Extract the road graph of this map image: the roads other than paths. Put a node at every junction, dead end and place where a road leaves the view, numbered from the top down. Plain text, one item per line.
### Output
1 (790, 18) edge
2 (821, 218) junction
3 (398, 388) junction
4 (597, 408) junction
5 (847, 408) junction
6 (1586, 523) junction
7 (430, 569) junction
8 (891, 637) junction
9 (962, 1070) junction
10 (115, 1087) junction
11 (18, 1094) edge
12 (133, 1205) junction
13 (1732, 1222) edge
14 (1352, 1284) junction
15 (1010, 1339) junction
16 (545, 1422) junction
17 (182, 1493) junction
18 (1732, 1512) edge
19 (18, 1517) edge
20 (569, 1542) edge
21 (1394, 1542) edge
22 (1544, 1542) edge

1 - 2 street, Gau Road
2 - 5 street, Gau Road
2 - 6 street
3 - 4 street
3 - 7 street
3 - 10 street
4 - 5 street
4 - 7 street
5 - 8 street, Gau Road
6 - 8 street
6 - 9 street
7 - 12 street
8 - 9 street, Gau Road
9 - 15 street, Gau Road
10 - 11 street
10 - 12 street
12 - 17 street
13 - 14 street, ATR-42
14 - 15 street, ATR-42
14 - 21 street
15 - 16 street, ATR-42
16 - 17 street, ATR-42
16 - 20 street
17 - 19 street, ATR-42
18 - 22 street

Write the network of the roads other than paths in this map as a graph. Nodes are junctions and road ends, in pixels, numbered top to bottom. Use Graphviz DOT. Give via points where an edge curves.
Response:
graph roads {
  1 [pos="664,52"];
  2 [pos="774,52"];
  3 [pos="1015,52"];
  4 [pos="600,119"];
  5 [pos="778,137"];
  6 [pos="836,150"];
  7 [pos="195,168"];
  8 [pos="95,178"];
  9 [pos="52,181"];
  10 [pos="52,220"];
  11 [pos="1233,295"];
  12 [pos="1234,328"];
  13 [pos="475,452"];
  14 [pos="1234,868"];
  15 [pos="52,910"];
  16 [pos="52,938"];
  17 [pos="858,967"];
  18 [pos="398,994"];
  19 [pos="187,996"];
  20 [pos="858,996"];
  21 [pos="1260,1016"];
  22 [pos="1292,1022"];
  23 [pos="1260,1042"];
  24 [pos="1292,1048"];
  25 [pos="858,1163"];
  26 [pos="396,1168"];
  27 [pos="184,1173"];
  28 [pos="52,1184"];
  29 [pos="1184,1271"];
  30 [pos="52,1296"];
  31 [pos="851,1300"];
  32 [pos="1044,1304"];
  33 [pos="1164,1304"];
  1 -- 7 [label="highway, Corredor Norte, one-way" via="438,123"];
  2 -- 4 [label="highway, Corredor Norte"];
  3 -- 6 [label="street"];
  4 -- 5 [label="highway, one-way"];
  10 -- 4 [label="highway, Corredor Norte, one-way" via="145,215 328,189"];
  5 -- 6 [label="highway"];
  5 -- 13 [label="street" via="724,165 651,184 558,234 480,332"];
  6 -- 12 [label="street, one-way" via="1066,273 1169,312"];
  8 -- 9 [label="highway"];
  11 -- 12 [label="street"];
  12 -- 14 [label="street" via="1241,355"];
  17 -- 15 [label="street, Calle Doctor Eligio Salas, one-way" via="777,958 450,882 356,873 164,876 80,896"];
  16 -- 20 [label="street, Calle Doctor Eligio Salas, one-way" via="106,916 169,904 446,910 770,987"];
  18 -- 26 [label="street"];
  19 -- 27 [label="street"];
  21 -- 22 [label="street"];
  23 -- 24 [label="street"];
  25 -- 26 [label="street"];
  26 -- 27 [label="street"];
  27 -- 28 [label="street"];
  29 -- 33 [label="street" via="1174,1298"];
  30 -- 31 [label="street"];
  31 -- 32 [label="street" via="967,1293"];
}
__________
*Exercise aim:*
Scan the material above for the word "graph". Copy each line where it occurs.

*Exercise solution:*
Extract the road graph of this map image: the roads other than paths. Put a node at every junction, dead end and place where a road leaves the view, numbered from the top down. Plain text, one item per line.
Write the network of the roads other than paths in this map as a graph. Nodes are junctions and road ends, in pixels, numbered top to bottom. Use Graphviz DOT. Give via points where an edge curves.
graph roads {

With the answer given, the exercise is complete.